Drucksache 20/1942: Bericht des Haushaltsausschusses über die Finanzplanung 2011 bis 2015.

[Bericht des Haushaltsausschusses zum Thema: 20/1678: Finanzplanung 2011–2015 – Senatsmitteilung – (Selbstbefassungsangelegenheit) – Drs 20/1942 –]

Wird das Wort gewünscht? – Herr Heintze, Sie bekommen es.

Herr Präsident, liebe Kolleginnen und Kollegen! Die vorliegende Drucksache, nämlich der Finanzplan und die Ergebnisse der Beratungen des Haushaltsauschusses, sind eine Vorlage, auf die wir gewartet haben. Sie war vom Senator angekündigt, er hat sie zügig vorgelegt und uns damit früh deutlich gemacht, wohin die Reise finanzpolitisch in den nächsten Jahren geht. Für dieses zügige Zuarbeiten von unserer Seite ein Dankeschön.

(Beifall bei der CDU)

Trotzdem macht diese Drucksache unruhig. Nicht nur, weil die Sicht des Senats anhand einer fast fertigen Vorfassung interessierten Medienvertretern sehr frühzeitig erläutert wurde, und zwar bevor der Ausschuss beschlossen hat, sich mit dieser Drucksache in Selbstbefassung zu beschäftigen. Unabhängig davon, dass wir diese Finanzplanung inhaltlich für unambitioniert halten – dazu gibt es sicher noch viele andere Dinge zu sagen, zu denen ich gleich noch komme –, Herr Senator, hat dieses Verfahren sicherlich nicht viel mit gutem Regieren zu tun gehabt, es hat schon gar nichts mit Transparenz zu tun gehabt und eine richtig gute PR-Offensive war es auch nicht. Wir wünschen uns künftig ein anderes Vorgehen.

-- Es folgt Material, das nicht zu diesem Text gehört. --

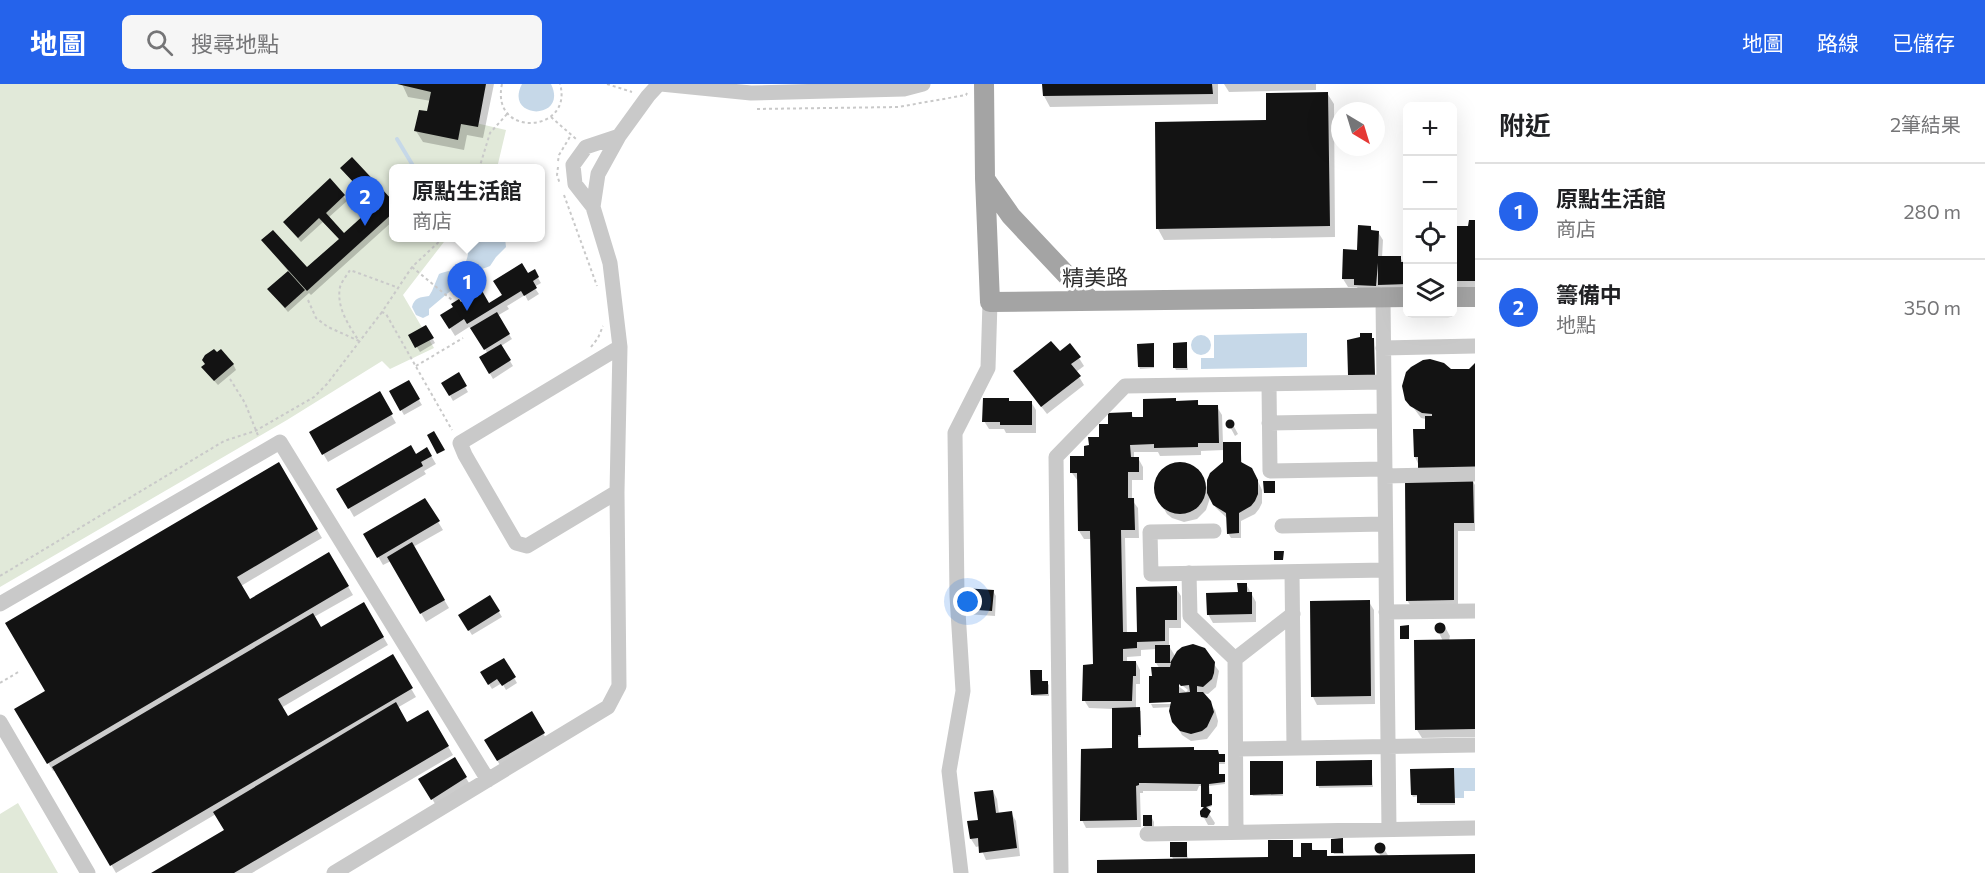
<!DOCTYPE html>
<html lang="zh-TW">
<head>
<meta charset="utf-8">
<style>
  body { margin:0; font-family:Commissioner,"Noto Sans TC",sans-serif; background:#f6f6f6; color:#202124 }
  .controls { position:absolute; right:18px; top:18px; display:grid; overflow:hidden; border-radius:9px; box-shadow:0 6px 24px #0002 }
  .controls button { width:54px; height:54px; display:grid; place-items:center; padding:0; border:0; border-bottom:2px solid #e0e0e0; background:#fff; color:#202124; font:30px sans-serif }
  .compass { position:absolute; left:1331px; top:18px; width:54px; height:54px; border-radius:50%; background:#fff; box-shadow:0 6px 24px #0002; rotate:142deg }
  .you { position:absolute; left:968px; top:518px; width:21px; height:21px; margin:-15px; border:4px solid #fff; border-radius:50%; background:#1a73e8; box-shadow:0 0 0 9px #1a73e833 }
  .badge { display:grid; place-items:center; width:39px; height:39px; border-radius:50%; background:#2563eb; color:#fff; font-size:20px; font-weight:700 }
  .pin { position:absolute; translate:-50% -50px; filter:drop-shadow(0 2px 3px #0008) }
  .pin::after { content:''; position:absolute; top:32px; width:21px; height:18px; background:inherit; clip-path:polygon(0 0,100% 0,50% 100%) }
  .popup { position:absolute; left:389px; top:80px; width:156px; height:78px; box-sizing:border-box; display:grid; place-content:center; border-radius:9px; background:#fff; filter:drop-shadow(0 2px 4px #0005); font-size:20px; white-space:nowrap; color:#757577 }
  .popup b { font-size:22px; color:#202124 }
  .popup::after { content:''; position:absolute; left:50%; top:100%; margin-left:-12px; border:12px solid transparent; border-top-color:#fff }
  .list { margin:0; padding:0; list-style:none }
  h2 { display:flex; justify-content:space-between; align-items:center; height:78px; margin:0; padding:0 24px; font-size:26px }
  h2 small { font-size:20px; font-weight:400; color:#757577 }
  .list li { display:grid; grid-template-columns:39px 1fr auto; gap:18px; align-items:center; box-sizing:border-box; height:96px; padding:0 24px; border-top:2px solid #e0e0e0 }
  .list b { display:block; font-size:22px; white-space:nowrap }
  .list p { margin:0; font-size:20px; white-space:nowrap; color:#757577 }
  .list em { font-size:20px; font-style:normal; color:#757577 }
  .icon { flex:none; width:33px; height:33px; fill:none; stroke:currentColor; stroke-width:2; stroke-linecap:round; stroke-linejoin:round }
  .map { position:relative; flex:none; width:1475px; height:789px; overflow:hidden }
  header { display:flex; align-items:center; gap:36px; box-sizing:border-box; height:84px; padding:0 30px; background:#2563eb; color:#fff }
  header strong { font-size:28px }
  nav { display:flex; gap:33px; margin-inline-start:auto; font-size:21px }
  .search { width:420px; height:54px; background:#f6f6f6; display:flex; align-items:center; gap:15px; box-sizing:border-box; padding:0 21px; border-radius:9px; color:#757577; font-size:22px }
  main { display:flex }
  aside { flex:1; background:#fff }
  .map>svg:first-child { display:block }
</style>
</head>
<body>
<header>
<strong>地圖</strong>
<div class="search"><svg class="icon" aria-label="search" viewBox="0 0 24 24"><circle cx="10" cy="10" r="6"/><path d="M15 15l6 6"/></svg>搜尋地點</div>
<nav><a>地圖</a><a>路線</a><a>已儲存</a></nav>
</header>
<main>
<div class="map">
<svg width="1475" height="789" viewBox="0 0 1475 789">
  <rect width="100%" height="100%" fill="#fff"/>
  <path fill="#e1e9d9" d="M0,0h444l-7,30 69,16 -9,38 -103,1v69h53l-44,57 31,53 -44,21 -8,-8 -95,59 -287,167z
    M18,719l40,70h-58v-59z"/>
  <path fill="#c6d8e8" d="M522,0h29c18,37 -48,36 -29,0z
    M461,154h44l1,9 -10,10 -6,9c-10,4 -19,6 -19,18l-17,4 -25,21v6l-6,3 -7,-3 -4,-8c2,-9 8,-10 17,-11l3,-5 7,-17c14,-6 26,-1 29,-20l-11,-13z
    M1307,249v34l-106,2v-11h13v-23z
    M1191 261a10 10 0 1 1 20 0a10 10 0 1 1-20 0Z
    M1454,684h21v23h-11v7h-9z"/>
  <path fill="#0003" fill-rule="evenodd" d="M402,0h92l-11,54 -16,-3 -3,15 -41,-8 -7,-11 12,-18 3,-12 -23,-4z
    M1044,0h174v20l-168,3 -6,-11z
    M1224,0h92v6l-87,2z
    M1327,9l7,11 1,133 -171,3 -6,-11 -2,-105 112,-2z
    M345,89l49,32v15l-83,75 -2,-2 -21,19 -19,-22 20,-18 -26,-31 44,29 33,-30 -17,-18 -22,20 -13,-15 42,-47 17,21 -19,17 16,17 32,-29z
    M1475,138v67l-23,-1v-61h18z
    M1370,143l3,5h5l5,8 -1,18 18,-1 4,7h4v28l-24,1 -3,-6 -1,6h-20l-3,-6h-9l-5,-8z
    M527,191l11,3 3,5 -7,4 5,7 -11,7 -3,-6 -18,11 2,3 -12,7 15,23 -11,7 12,20 -20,13 -12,-21 7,-4 -14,-23 -5,-4 -14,9 -13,-21 19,-11 28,1z
    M426,243l9,16 -15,9 -10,-16z
    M1186,260l2,26h-12l-1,-2z
    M1153,261l1,23 -14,1 -1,-2z
    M1059,269l20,5 5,8 -8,6 8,13 -37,29 -27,-35z
    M233,280l3,6 -18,15 -12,-13z
    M1407,289l68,112v46h-17v77h-46l-5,-8 19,-119 -11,-24 11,-27v-11l-5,-1 -14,-19z
    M458,290l10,18 -15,9 -10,-18z
    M408,298l14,23 -18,10 -13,-23z
    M379,310l17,29 -68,39 -17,-29z
    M1008,315l2,3h21l5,8v23h-30l-2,-4h-15l-5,-8z
    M1175,316l2,2h20l3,5h17l5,8 1,28h17l2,21 13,11 7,15v13l-3,6 -4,5 -14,7v17h-10l-3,-5v-14l-12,-11 -6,-10 -4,12 -9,9 -13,3 -12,-4 -5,-4 -12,-20 -1,-7 4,-12 10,-9 6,-2h13l11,6 9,17 4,-13 15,-10 -2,-14 -23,1v4l-41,1 -2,-4h-24v6h4l5,9v13h-11v20l6,8 1,30h-14l2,96h11l38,-46 5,8v32h-12v18l6,10 38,7 6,8 -3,16 -8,7 -6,-1 13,17 3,11 -1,5 -10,13 -16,2 -9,-6 -5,-9 -5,-19 -19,1 -2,-4h28v-3l-29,1 10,-33 -4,-6v-14l-15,1v6l-14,1v5h9l4,8v14h-4v25l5,2v26h-3l1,13 54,-1 2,3 29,3 1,9h-6v11h5l1,9 -16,2 3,20 -6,3 9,14 -1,2h-6l-5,-9 -1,-30h-3l-2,5h-54v2h-3l1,34 -55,1 -4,-8 32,-70 -1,-41 -24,-1 -5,-8 10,-35 -2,-126h-8l-5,-8 -1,-50 -6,-8 14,-16 4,-10 11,-9 8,-13 22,-11 3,4h11zM1174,595l14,11 -2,2 -9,-7z
    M1231,337l7,13 -3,2 -7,-13z
    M427,365l9,15 -12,7 2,3 -72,43 -16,-28z
    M278,380l44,74 -81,48 8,15 80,-47 24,41 -39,22 7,12 43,-25 24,41 -107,63 6,10 105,-62 24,41 -19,11 10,16 21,-12 25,43 -201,118h-98l72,-42 -10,-17 -100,59 -60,-103 -3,1 -37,-62 31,-17z
    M425,416l18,30 -30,17 36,61 -23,14 -35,-61 -8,4 -18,-31z
    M1246,500l10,18v20l-43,1 -5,-9 31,-20z
    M993,507l3,5 -1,20 -29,-2 -3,-6z
    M490,513l12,20 -30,18 -12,-19z
    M1369,518l5,8 1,94 -58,1 -4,-8z
    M1439,540l6,3 5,9 -1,5 26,-1v97l-53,1 -5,-8 26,-89 -7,-14z
    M504,576l13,23 -11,7 -4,-7 -10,6 -10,-16z
    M1041,587l2,12h4l2,2v11h-16l-1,-2z
    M532,629l16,29 -46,27 -16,-29z
    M454,675l17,27 -34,21 -17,-28z
    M1282,678l1,34h-30l-1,-2z
    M1371,678l2,25 -54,1 -1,-3z
    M1453,686l2,35h-35l-1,-9 -6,1 -1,-2z
    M993,707l4,8 2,15 12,-1 5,8 4,35 -34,4 -6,-14 -4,1 -5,-8z
    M1151,732l3,6v9h-7l-3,-5v-9z
    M1342,756l2,14h-10l-1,-2z
    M1186,760l2,16 82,-1 23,-15v14h9l9,-13 2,6h13l2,7 53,-1 -5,-10 5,-3 8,13 86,16h-376l75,-13 -2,-3z"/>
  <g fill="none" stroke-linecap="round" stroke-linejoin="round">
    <path stroke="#c6d8e8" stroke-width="4" d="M397,55l18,30"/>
  </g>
  <path fill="#131313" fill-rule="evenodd" d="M397,0h89l-8,43 -17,-3 -3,16 -44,-9 5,-21 8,1 4,-19z
    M1042,0h170l1,10 -170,2z
    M1328,8l2,134 -174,3 -1,-107 111,-2v-27z
    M352,73l42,45v10l-87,79 -46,-51 12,-10 34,37 32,-28 -20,-21 -21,20 -15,-16 47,-44 15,17 -19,18 18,20 31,-28 -35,-37z
    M1469,136h6v61h-23v-55h16z
    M1358,141l13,1v4l8,1 -1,25h23v6h7v22l-30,1v-22l-2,23 -22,-1v-6h-12l1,-30 14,1z
    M522,179l6,10 7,-4 4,8 -6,4 4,7 -13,8 -3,-5 -54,33 -3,-5 -15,10 -9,-14 13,-8 -2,-3 8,-5 2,3 20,-13 8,14 13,-8 -9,-14z
    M288,187l17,19 -20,18 -18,-19z
    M497,228l13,22 -26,16 -14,-22z
    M426,241l8,13 -19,10 -7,-13z
    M1360,249h12v5h2l1,38 -27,-1 -1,-35 13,-3z
    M1051,257l9,10 10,-8 11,14 -10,7 10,12 -40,31 -28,-36z
    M1187,258v26h-14v-25z
    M1154,259v24h-16l-1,-23z
    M501,260l10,16 -22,14 -10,-17z
    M214,265l3,3 4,-3 13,15 -20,17 -13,-14 4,-3 -3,-4 3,-5z
    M1430,275l14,4 7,6h18l6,-6v107l-57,1v-14h-4l-1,-28h12v-13h7v-2l-10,-1 -12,-7 -5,-6 -3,-14 4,-14 5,-5 12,-7z
    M459,288l8,14 -18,10 -8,-13z
    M409,296l11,19 -20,12 -11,-20z
    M380,307l13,23 -71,41 -13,-23z
    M983,314h26v3h23v24h-32v-3h-18z
    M1176,314v3l22,-1v5h20l1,38h-21v4l-44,1v-4l-24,1 1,12h8v15h-11v26h6l1,32h-14l2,102h14l-1,-45 41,-1v34h-12v21l-28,1v6l-14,1v12h13v15h-3l-1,25h-50l1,-36 10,-1 -3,-133h-12l-1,-58h-7v-17h14v-10l5,-1 -1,-8h11v-13h9v-11l24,-1v5h11v-18z
    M1225.5 340a4.5 4.5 0 1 1 9 0a4.5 4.5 0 1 1-9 0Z
    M434,347l11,19 -8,4 -10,-19z
    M1223,358h18v20l11,6 6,12v14l-3,7 -4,5 -12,7v20l-12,1 -1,-21 -13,-8 -6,-12v-13l3,-7 13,-11z
    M411,361l5,9 11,-7 5,9 -11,6 2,4 -75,43 -12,-20z
    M1154 404a26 26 0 1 1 52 0a26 26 0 1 1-52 0Z
    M279,378l39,67 -81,48 13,22 79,-47 20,34 -302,178 -33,-55 31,-18 -40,-68z
    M1473,395l1,44h-20v77l-48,1 -1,-121z
    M1263,397h12v12h-11z
    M425,414l15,23 -63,37 -14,-24z
    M412,458l33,58 -25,14 -33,-57z
    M1274,467h10l-1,9h-9z
    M1237,499h10v9h5v22l-45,1 -1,-22 32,-1z
    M963,504l31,2 -2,21 -30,-2z
    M490,511l10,16 -32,20 -10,-16z
    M1370,516l1,96 -60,1 -1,-96z
    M364,518l20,35 -106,62 10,17 105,-62 20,34 -303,178 -58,-99 261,-154 8,14z
    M1434.5 544a5.5 5.5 0 1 1 11 0a5.5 5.5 0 1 1-11 0Z
    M1409,541v14h-9v-13z
    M1475,555v90l-60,1 -1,-90z
    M1193,560l12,4 10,14 -1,11 -2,6 -9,8 -6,-1v6h6l8,9 3,11 -7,15 -5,4 -11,3 -11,-3 -8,-9 -3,-11 2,-9 -22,1v-27h3l-1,-9h19l1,-4h-16v-18h15v18l7,-12 5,-4zM1179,600l2,2 8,-1 1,7 -11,1z
    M504,574l12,19 -14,9 -5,-7 -9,6 -8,-13z
    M1030,586h12v11h6v13l-17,1z
    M396,618l11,20 21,-12 21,36 -215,127h-83l73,-43 -11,-18z
    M1140,623l1,28h-3v13l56,-1v3h24l1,4h6v8h-6v12h6v8l-16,2v10h3v11l-6,2 5,4 -4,7 -6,-1 -1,-3v-3l4,-4h-3v-23l-56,-1h-6v2l-3,1 1,34 -57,1 1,-72 31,-1v-40z
    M532,627l13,22 -48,28 -13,-21z
    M455,673l12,20 -36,23 -13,-21z
    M1372,676v25l-56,1v-25z
    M1250,677h33v33l-33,1z
    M1454,684l1,35h-38v-8h-6l-1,-26z
    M993,706l3,23 16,-2 5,37 -38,5 -1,-15 -8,1 -3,-18 11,-1 -4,-28z
    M1143,731h9v11h-9z
    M1343,754v15h-12v-14z
    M1268,756h25v17h8v-14h11v7h15v6l148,-2v19h-378v-13l171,-3z
    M1170,758h17v15h-17z
    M1374.5 764a5.5 5.5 0 1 1 11 0a5.5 5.5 0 1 1-11 0Z"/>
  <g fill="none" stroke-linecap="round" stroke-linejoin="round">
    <path stroke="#c9c9c9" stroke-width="2" stroke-dasharray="3 3" stroke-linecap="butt" d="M502,0c-12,55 72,49 58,0
      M607,0l25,8
      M757,25l141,-2 68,-12 1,-2
      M551,33l25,22
      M558,77l1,-6 12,-20
      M558,83l-1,8 3,9
      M479,85l11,-36 17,-19
      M564,111l33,91
      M443,154l-31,29 -30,45 4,2 66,116
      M412,183l40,33
      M308,216l8,18 12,9 31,14c-10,-15 -23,-34 -19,-54 2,-6 7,-12 10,-17l49,18
      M591,263l7,-9 5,-12
      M416,282l47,-28
      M230,295l15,24 14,35
      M0,492l224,-135 31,-10 59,-34 13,-13 55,-72
      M0,599l20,-12"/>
    <path stroke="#c9c9c9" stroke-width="15" d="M661,0l90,9 153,-4 19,-5
      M593,123l5,-33 21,-38
      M1383,214l6,532
      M1383,264l92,-2
      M1269,300l1,87 115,-2
      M1269,339l115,-2
      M1385,392l90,-2
      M617,408l3,-145
      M1282,442l103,-2
      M1214,447l-64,1 1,42 235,-4
      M1292,488l2,176
      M1189,489l1,43 45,43 1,173
      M0,520l280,-162 208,338
      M1386,528l89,-1
      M1235,575l58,-45
      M0,638l88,151
      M1236,665l239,-4
      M1147,750l328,-6
      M334,789l274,-166 11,-21 -2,-194 -90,54 -11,-3 -51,-88 -5,-12 160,-96 -10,-84 -17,-56 -18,-23 -2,-19 13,-18 33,-11 29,-40 11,-12
      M961,789l-12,-102 14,-80 -6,-95 -2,-163 33,-65 2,-66
      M1061,789l-5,-416 69,-71 259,-4"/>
    <path stroke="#a4a4a4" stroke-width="20" d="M984,0l1,94 5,124 418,-5
      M985,95l26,37 80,85
      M1452,213h23"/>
  </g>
  <g text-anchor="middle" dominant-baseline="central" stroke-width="6" stroke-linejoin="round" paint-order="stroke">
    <g font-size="22" fill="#2c2c2c" stroke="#fff">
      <text transform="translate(1095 193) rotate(-1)">精美路</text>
    </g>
  </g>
</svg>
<div class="controls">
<button>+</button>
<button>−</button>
<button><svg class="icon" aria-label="locate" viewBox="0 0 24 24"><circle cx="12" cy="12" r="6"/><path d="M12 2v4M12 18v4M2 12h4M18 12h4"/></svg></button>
<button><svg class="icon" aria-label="layers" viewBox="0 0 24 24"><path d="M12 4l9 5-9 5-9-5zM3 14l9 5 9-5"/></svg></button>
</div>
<svg class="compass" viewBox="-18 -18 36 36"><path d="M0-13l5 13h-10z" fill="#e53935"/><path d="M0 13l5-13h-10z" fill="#757577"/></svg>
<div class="you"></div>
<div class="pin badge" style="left:467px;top:227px">1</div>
<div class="popup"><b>原點生活館</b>商店</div>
<div class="pin badge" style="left:365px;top:142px">2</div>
</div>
<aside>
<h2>附近<small>2筆結果</small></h2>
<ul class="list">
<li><span class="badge">1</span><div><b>原點生活館</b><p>商店</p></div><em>280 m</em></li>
<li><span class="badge">2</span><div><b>籌備中</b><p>地點</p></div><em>350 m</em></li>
</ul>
</aside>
</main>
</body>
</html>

(Beifall bei der CDU und bei Robert Bläsing FDP)

Dennoch ist die Drucksache im Ausschuss erörtert worden, indem zügig mit den Stimmen aller Fraktionen eine Selbstbefassung beschlossen wurde, sodass das geheilt ist. Nichtsdestotrotz ist diese Drucksache ein Beleg für eine Finanzpolitik, wie wir sie bisher auch erlebt haben: widersprüchlich, ambitionslos und eine Dokumentation noch zu brechender oder bereits gebrochener Versprechen. Ich sage noch zu brechender, weil die Haushaltsberatungen und die Beschlüsse dazu erst in der übernächsten Woche stattfinden. Das ist typisch für die Finanzpolitik dieses Senats, und von daher ist diese Drucksache ein guter Beleg dafür, was wir gerade haushaltspolitisch erleben.

Warum rede ich von Widersprüchen? Weil andere Dinge erzählt werden, als final geplant und getan werden, und das auch noch mit einem Nimbus, der Unbedarfte denken lässt, alles wäre ganz toll, was

dieser Senat alles tut. Wer als Haushaltspolitiker genau hinschaut, bemerkt aber, dass die nur so tun, als ob sie etwas täten. Wenn man sich aber die Finanzplanung anschaut, dann stellt man fest, dass sie eben nicht das tun, was sie erzählen; das kann nicht sein.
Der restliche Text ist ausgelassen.